Quinine is given I.V loading dose infusion of 20 mg/kg over 4 hours, up to
a maximum of 1.4 g. Followed by maintenance doses of 10 mg/kg as 4-hour
infusions 2–3 times daily, up to a maximum of 700 mg per dose until the
patient can take drugs orally.
(ECG monitoring of the heart for side effects of Quinine)
Management of P. vivax, P. ovale and P. malariae
infections:
Treatment with chloroquine: 600 mg, followed by 300 mg in 6 hours, then
150 mg twice daily (every 12 hours) for 2 more days.
relapses can be prevented (p. vivax, P. ovale) by eradicating the hepatic
phase using primaquine (15 mg daily for 14 days).
Haemolysis may develop in those with G6PD-deficient. Cyanosis due to the
formation of methaemoglobin in the red cells is more common but not
dangerous.
Prevention
Any person who is going to an endemic area should avoid bites and take

chemoprophylaxis.
Avoiding bites by using long sleeve and trousers, repellent cream, screened
windows and mosquito nets.
Chemoprophylaxis:
Is begun before travelling to an endemic area and continued for 4 weeks
after leaving the area, pregnant and lactating woman can take proguanil or
chloroquine safely.
Mefloquine is useful in areas with multiple drug resistance.

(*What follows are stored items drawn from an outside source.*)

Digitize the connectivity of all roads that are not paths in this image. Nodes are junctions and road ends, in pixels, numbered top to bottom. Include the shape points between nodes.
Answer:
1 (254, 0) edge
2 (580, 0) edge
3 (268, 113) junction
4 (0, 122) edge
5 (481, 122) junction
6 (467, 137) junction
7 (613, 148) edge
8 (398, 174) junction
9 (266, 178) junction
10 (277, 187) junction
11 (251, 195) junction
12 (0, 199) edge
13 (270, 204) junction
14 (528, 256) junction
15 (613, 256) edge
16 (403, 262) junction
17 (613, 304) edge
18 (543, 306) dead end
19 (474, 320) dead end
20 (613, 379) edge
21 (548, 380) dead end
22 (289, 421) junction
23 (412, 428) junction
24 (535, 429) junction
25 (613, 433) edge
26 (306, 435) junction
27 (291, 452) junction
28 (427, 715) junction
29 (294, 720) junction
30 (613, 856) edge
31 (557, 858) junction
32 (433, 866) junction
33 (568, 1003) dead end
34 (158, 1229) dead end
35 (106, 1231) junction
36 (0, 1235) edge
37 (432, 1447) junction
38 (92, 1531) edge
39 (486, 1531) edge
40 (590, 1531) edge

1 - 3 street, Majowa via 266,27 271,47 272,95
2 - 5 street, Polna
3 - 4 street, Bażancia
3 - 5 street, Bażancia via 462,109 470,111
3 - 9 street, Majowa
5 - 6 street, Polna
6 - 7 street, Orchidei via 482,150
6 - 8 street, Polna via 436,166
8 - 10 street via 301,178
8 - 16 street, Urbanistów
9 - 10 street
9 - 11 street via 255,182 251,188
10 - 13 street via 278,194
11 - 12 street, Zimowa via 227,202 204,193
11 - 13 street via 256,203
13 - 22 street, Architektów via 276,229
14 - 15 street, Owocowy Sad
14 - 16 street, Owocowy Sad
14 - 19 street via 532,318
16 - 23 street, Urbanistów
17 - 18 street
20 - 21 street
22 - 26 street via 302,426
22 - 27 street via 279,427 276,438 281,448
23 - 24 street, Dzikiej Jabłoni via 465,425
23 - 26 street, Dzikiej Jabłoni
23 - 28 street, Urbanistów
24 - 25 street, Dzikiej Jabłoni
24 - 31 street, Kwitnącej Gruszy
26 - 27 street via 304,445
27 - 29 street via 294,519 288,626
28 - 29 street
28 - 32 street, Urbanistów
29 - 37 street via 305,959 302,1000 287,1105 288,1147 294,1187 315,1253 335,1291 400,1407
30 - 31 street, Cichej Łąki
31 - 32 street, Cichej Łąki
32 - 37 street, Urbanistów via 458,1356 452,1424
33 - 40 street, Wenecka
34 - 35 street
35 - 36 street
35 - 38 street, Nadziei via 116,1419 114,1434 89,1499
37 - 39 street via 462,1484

Chloroquine resistance high
- Mefloquine
250 mg weekly Started 2–3 wks before travel and continued
until 4 wks after
- Doxycycline
100 mg daily Started 1 wk before and continued until 4 wks
after travel
- Malarone
1 tablet daily From 1–2 days before travel until 1 wk after return
Chloroquine resistance absent
Chloroquine
and
300 mg base weekly
Proguanil 100–200 mg daily Started 1 wk
before and continued until 4 wks after travel
Giardiasis
Infection with Giardia Intestinalis also known as Giardia Lamblia is found
worldwide and is common in the tropics. It particularly affects children,
travellers and immunosuppressed individuals.
The cyst remains viable in water for up to 3 months and infection usually
occurs by ingesting contaminated water, the parasite attach to the duodenal
and jejunal mucosa, causing inflammation.
Clinical features
After an incubation period of 1–3 weeks, there is diarrhoea, abdominal pain,
weakness, anorexia, nausea and vomiting. On examination, there may be
abdominal distension and tenderness. Stools obtained at 2–3-day intervals
should be examined for cysts. Duodenal or jejunal (fluid) aspiration by
endoscopy gives a higher diagnostic yield.
Management
Treatment is with a single dose of tinidazole 2 g
Metronidazole 400 mg 3 times daily for 10 days, or 2 g once daily for 3 days
Nitazoxanide 500 mg orally twice daily for 3 days.